* **TASK STATEMENT**
Each of the records must appear again, exactly as it was written.

* **DATA EXCERPTS**
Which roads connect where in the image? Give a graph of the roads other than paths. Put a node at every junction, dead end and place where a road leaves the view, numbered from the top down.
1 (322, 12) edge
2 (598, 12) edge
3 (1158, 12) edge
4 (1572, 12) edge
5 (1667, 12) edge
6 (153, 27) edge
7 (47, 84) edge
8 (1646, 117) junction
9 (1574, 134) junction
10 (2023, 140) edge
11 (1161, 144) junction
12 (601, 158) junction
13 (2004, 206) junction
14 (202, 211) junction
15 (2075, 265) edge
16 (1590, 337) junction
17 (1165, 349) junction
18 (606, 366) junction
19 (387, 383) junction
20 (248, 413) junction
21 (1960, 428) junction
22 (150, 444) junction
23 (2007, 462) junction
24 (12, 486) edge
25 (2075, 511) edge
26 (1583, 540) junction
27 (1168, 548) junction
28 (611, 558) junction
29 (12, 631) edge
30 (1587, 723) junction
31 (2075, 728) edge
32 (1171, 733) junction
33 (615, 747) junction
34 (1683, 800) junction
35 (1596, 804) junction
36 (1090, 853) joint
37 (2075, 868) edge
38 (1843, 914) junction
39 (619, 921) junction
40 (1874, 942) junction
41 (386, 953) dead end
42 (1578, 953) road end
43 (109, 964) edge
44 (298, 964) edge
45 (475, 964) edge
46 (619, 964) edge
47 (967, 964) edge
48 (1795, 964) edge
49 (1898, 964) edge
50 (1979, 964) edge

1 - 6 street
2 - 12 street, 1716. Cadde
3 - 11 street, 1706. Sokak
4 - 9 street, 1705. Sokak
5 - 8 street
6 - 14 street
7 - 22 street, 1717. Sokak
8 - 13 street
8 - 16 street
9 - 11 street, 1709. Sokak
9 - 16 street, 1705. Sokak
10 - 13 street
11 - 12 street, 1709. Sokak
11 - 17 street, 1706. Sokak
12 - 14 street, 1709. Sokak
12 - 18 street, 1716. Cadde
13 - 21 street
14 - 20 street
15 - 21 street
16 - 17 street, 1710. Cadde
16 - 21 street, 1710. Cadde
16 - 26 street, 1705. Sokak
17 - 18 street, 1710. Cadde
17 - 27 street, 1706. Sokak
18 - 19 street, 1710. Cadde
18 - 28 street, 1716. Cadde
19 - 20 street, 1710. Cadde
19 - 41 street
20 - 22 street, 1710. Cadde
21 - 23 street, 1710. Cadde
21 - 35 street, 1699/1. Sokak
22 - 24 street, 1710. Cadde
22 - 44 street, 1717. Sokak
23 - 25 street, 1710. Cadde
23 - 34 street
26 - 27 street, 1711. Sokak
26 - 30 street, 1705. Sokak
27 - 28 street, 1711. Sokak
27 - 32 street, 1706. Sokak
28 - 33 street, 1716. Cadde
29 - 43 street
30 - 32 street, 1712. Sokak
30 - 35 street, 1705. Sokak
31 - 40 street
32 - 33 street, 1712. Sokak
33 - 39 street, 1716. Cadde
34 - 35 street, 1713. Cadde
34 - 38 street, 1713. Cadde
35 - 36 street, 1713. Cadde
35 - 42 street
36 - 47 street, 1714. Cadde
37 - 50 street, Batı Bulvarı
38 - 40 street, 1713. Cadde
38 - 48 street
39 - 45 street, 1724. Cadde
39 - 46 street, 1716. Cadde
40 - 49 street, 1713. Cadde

* **SOLUTION**
Which roads connect where in the image? Give a graph of the roads other than paths. Put a node at every junction, dead end and place where a road leaves the view, numbered from the top down.
1 (322, 12) edge
2 (598, 12) edge
3 (1158, 12) edge
4 (1572, 12) edge
5 (1667, 12) edge
6 (153, 27) edge
7 (47, 84) edge
8 (1646, 117) junction
9 (1574, 134) junction
10 (2023, 140) edge
11 (1161, 144) junction
12 (601, 158) junction
13 (2004, 206) junction
14 (202, 211) junction
15 (2075, 265) edge
16 (1590, 337) junction
17 (1165, 349) junction
18 (606, 366) junction
19 (387, 383) junction
20 (248, 413) junction
21 (1960, 428) junction
22 (150, 444) junction
23 (2007, 462) junction
24 (12, 486) edge
25 (2075, 511) edge
26 (1583, 540) junction
27 (1168, 548) junction
28 (611, 558) junction
29 (12, 631) edge
30 (1587, 723) junction
31 (2075, 728) edge
32 (1171, 733) junction
33 (615, 747) junction
34 (1683, 800) junction
35 (1596, 804) junction
36 (1090, 853) joint
37 (2075, 868) edge
38 (1843, 914) junction
39 (619, 921) junction
40 (1874, 942) junction
41 (386, 953) dead end
42 (1578, 953) road end
43 (109, 964) edge
44 (298, 964) edge
45 (475, 964) edge
46 (619, 964) edge
47 (967, 964) edge
48 (1795, 964) edge
49 (1898, 964) edge
50 (1979, 964) edge

1 - 6 street
2 - 12 street, 1716. Cadde
3 - 11 street, 1706. Sokak
4 - 9 street, 1705. Sokak
5 - 8 street
6 - 14 street
7 - 22 street, 1717. Sokak
8 - 13 street
8 - 16 street
9 - 11 street, 1709. Sokak
9 - 16 street, 1705. Sokak
10 - 13 street
11 - 12 street, 1709. Sokak
11 - 17 street, 1706. Sokak
12 - 14 street, 1709. Sokak
12 - 18 street, 1716. Cadde
13 - 21 street
14 - 20 street
15 - 21 street
16 - 17 street, 1710. Cadde
16 - 21 street, 1710. Cadde
16 - 26 street, 1705. Sokak
17 - 18 street, 1710. Cadde
17 - 27 street, 1706. Sokak
18 - 19 street, 1710. Cadde
18 - 28 street, 1716. Cadde
19 - 20 street, 1710. Cadde
19 - 41 street
20 - 22 street, 1710. Cadde
21 - 23 street, 1710. Cadde
21 - 35 street, 1699/1. Sokak
22 - 24 street, 1710. Cadde
22 - 44 street, 1717. Sokak
23 - 25 street, 1710. Cadde
23 - 34 street
26 - 27 street, 1711. Sokak
26 - 30 street, 1705. Sokak
27 - 28 street, 1711. Sokak
27 - 32 street, 1706. Sokak
28 - 33 street, 1716. Cadde
29 - 43 street
30 - 32 street, 1712. Sokak
30 - 35 street, 1705. Sokak
31 - 40 street
32 - 33 street, 1712. Sokak
33 - 39 street, 1716. Cadde
34 - 35 street, 1713. Cadde
34 - 38 street, 1713. Cadde
35 - 36 street, 1713. Cadde
35 - 42 street
36 - 47 street, 1714. Cadde
37 - 50 street, Batı Bulvarı
38 - 40 street, 1713. Cadde
38 - 48 street
39 - 45 street, 1724. Cadde
39 - 46 street, 1716. Cadde
40 - 49 street, 1713. Cadde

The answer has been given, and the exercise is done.